Use e=PX_HTTP_PROXY=<http-proxy>,PX_HTTPS_PROXY=<https-proxy> query param when generating the DaemonSet spec.

Applying the spec

Once you have generated the spec file, deploy Portworx.

$ kubectl apply -f px-spec.yaml

Monitor the portworx pods

kubectl get pods -o wide -n kube-system -l name=portworx

Monitor Portworx cluster status

PX_POD=$(kubectl get pods -l name=portworx -n kube-system -o jsonpath='{.items[0].metadata.name}')
kubectl exec $PX_POD -n kube-system -- /opt/pwx/bin/pxctl status

If you are still experiencing issues, please refer to Troubleshooting PX on Kubernetes and General FAQs.
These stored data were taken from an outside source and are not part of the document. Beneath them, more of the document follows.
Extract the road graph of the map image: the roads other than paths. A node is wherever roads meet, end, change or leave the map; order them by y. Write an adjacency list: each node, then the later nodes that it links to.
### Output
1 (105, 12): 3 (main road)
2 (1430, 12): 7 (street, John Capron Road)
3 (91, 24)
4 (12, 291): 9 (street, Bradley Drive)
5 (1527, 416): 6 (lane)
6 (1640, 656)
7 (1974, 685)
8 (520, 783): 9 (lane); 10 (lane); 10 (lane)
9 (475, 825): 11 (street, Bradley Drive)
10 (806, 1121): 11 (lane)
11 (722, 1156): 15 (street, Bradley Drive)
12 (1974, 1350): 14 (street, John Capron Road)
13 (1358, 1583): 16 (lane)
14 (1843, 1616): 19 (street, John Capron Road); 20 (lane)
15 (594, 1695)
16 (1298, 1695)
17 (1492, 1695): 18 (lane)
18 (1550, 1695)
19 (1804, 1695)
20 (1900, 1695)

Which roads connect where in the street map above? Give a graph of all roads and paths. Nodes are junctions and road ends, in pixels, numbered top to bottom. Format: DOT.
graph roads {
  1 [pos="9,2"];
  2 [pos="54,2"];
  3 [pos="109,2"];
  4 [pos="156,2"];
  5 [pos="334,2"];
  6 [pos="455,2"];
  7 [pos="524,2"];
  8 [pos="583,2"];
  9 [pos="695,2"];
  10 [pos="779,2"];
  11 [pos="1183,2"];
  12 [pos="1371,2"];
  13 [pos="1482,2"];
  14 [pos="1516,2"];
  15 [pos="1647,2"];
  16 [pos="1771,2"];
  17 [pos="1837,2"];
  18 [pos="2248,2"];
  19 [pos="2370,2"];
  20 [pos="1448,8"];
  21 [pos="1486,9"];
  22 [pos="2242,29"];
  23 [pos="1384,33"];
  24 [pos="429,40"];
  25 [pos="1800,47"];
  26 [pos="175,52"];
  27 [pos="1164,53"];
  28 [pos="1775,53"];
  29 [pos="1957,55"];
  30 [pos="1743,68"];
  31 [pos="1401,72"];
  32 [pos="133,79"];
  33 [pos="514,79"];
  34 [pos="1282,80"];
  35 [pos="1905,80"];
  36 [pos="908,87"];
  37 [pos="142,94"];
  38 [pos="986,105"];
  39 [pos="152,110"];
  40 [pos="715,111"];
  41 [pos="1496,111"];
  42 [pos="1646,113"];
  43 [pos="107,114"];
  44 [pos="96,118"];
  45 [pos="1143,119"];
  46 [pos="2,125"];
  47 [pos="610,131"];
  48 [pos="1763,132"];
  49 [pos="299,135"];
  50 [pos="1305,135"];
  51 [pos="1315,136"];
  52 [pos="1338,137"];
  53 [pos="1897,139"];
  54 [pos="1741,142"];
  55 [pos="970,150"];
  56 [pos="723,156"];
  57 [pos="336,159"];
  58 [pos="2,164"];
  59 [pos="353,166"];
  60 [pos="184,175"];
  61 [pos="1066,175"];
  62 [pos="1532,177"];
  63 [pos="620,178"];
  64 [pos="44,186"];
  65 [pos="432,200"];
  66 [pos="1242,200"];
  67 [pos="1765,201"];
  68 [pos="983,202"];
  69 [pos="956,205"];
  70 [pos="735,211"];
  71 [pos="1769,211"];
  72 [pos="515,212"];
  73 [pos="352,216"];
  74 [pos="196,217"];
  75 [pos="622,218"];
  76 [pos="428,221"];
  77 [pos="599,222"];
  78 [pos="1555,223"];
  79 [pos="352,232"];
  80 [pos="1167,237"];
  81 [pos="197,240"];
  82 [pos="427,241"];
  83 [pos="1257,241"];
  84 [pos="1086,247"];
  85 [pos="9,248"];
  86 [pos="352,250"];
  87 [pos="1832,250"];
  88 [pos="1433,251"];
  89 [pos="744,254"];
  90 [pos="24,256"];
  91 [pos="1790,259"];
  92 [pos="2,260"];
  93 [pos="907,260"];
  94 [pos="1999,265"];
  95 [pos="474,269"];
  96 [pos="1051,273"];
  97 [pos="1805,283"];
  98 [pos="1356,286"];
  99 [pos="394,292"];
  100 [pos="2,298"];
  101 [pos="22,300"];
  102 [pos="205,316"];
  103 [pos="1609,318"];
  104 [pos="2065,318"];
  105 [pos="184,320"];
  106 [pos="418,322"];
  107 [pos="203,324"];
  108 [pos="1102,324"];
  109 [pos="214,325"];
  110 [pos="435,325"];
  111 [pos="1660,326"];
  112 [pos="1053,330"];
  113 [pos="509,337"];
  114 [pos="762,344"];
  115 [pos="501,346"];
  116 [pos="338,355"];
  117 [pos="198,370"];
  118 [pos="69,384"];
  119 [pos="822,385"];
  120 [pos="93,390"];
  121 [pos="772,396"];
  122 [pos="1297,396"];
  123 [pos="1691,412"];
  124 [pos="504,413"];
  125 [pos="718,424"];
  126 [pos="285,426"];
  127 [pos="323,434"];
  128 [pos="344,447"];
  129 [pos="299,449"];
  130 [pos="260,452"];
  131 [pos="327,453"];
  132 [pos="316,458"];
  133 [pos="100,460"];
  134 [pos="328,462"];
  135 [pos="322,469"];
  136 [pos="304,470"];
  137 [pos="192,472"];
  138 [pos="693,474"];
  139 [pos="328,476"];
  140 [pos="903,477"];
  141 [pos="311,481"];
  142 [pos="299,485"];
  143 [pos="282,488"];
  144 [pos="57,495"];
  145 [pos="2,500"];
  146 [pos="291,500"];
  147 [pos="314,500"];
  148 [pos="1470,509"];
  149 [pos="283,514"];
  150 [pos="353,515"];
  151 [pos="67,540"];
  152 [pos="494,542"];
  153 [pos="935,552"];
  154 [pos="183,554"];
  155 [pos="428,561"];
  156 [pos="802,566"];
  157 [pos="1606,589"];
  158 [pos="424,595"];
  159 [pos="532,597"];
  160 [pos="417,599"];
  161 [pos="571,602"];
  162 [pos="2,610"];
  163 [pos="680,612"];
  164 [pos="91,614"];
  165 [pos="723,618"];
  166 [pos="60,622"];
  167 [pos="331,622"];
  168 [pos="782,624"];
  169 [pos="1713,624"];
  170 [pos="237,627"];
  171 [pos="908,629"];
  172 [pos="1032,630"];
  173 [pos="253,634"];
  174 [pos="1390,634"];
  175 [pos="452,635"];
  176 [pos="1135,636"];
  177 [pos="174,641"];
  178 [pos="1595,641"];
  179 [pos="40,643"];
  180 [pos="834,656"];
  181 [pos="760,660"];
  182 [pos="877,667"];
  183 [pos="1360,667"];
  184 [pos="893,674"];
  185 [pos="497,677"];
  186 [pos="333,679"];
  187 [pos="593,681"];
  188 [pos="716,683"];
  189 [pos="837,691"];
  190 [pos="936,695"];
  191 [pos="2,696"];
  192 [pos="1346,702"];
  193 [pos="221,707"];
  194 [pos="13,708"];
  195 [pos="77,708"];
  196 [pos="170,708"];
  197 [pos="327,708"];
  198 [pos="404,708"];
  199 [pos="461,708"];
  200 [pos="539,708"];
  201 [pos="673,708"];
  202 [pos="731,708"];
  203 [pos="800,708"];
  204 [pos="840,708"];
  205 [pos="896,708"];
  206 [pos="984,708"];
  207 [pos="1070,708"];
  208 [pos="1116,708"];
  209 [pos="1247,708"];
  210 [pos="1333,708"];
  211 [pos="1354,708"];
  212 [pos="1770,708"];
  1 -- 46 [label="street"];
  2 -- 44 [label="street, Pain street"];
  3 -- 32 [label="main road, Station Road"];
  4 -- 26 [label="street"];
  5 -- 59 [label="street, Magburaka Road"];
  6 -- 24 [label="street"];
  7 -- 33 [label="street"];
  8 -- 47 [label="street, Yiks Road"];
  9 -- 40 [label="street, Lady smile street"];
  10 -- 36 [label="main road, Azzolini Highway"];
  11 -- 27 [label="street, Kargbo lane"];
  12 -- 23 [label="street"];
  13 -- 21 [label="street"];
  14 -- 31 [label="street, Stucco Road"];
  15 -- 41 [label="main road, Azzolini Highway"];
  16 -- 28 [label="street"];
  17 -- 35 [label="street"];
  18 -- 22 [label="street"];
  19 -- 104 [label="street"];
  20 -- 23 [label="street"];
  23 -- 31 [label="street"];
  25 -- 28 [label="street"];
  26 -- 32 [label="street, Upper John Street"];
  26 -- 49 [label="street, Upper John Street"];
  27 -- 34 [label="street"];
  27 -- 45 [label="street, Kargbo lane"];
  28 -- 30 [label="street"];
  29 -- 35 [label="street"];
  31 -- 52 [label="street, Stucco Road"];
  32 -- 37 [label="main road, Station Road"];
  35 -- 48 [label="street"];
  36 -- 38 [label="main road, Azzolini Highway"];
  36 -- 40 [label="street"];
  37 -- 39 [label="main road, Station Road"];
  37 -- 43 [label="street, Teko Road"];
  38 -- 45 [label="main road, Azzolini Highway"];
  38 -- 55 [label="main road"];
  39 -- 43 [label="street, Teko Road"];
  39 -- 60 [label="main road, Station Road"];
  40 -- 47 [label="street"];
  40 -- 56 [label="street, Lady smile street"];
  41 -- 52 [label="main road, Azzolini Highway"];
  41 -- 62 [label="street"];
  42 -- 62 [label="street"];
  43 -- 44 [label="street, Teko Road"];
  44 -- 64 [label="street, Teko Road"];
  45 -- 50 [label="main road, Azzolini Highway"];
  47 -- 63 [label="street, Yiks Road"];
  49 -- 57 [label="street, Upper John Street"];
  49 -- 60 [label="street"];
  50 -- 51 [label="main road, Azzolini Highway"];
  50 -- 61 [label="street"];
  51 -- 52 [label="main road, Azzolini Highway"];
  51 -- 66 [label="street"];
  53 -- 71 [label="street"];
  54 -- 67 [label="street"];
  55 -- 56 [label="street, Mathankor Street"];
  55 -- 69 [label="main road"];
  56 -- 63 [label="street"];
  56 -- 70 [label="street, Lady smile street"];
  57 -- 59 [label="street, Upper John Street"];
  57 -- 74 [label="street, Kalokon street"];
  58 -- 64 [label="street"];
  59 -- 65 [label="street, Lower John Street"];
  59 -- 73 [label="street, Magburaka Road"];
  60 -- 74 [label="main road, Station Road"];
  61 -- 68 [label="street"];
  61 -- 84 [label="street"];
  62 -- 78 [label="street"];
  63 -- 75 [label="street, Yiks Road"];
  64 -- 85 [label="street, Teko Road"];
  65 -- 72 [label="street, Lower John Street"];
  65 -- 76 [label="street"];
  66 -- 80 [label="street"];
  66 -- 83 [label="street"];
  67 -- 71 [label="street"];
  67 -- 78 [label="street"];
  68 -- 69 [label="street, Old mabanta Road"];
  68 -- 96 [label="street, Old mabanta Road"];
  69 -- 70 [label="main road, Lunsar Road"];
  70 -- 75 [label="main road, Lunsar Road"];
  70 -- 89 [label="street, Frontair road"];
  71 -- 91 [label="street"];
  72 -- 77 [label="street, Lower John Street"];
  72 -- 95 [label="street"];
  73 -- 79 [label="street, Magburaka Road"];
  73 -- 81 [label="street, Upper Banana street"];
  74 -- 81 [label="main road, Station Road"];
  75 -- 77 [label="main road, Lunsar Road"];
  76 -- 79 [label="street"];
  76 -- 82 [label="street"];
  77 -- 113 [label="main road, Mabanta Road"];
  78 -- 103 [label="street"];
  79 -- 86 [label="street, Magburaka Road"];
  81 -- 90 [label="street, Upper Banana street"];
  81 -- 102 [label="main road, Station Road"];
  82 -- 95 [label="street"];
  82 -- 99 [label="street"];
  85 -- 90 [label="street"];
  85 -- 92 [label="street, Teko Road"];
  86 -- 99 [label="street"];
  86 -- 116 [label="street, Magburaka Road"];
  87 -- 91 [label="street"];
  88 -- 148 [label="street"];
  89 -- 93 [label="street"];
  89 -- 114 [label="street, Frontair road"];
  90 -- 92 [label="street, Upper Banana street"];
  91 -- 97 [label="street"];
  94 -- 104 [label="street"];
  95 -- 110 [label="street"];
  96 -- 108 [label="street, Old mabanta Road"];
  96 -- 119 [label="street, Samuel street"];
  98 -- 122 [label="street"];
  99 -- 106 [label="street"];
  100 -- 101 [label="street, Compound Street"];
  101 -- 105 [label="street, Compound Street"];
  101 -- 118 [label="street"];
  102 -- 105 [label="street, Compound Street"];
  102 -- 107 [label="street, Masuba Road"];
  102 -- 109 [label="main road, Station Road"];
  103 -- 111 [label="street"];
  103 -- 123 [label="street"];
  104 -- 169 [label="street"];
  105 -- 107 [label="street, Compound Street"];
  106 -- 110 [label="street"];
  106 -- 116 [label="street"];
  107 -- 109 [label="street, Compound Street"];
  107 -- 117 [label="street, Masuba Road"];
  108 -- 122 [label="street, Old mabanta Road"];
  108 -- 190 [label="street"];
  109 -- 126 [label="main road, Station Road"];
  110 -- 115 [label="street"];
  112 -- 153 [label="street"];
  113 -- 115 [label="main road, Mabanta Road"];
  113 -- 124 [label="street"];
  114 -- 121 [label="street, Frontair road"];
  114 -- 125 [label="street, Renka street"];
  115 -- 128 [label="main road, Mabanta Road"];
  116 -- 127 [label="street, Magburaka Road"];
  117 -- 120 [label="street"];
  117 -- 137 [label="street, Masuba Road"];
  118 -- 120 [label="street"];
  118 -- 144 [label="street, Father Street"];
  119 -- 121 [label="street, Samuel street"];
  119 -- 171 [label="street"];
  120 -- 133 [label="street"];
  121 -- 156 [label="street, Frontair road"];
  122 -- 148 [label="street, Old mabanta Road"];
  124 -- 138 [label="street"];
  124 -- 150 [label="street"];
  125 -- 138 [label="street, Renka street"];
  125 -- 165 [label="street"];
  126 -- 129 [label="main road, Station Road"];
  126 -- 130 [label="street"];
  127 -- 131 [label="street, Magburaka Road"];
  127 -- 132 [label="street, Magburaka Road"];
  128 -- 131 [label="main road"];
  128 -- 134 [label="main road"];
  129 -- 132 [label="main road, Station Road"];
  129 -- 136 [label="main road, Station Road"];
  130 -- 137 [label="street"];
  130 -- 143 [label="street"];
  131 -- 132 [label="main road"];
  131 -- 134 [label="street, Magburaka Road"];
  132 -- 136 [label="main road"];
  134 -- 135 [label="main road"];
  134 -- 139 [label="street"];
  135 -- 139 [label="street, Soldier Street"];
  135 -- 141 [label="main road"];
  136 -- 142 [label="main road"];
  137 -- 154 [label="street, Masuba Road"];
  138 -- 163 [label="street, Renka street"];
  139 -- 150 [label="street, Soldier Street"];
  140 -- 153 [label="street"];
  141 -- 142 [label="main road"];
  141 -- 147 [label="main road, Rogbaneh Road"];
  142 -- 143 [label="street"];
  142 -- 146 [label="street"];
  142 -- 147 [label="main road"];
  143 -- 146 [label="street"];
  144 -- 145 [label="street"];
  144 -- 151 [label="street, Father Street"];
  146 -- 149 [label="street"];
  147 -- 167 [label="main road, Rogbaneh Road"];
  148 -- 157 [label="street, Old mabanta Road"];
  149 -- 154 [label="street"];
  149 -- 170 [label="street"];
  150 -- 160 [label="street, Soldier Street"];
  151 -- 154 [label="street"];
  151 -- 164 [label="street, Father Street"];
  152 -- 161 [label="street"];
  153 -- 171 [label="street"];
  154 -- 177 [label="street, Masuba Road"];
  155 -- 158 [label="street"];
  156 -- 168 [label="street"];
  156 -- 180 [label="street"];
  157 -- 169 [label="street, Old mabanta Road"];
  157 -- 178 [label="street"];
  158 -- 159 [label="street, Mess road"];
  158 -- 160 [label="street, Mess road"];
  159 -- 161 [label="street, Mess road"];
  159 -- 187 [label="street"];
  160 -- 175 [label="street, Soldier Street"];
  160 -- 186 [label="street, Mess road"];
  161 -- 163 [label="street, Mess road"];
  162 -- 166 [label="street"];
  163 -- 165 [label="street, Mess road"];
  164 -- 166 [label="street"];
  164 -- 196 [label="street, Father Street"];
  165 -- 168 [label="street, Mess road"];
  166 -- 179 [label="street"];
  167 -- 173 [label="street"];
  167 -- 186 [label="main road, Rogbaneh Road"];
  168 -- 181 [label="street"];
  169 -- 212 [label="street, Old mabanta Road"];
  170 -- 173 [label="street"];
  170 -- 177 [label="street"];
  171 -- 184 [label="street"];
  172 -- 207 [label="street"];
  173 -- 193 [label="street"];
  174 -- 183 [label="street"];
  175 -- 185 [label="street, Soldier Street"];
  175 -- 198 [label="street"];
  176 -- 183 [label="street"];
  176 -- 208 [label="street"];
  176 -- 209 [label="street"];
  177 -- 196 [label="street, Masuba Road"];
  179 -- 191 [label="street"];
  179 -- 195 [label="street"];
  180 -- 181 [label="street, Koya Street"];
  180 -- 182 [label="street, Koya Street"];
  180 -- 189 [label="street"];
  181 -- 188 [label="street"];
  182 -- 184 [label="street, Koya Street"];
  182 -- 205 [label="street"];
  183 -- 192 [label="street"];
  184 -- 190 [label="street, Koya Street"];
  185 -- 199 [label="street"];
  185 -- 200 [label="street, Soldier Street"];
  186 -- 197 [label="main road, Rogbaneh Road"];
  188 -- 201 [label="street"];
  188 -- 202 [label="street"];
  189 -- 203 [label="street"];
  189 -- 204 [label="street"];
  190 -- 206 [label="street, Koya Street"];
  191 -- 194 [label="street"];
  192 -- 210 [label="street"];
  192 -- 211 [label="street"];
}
Deploy a sample application

Now that you have Portworx installed, checkout various examples of applications using Portworx on Kubernetes.

Troubleshooting Notes

  • GKE instances under certain scenarios do not automatically re-attach the persistent disks used by PX.
    • Under the following scenarios, GKE will spin up a new VM as a replacement for older VMs with the same node name:
      • Halting a VM in GKE cluster
      • Upgrading GKE between different kubernetes version
      • Increasing the size of the node pool
    • However, in these cases the previously attached persistent disks will not be re-attached automatically.
    • Currently you will have to manually re-attach the persistent disk to the new VM and then restart portworx on that node.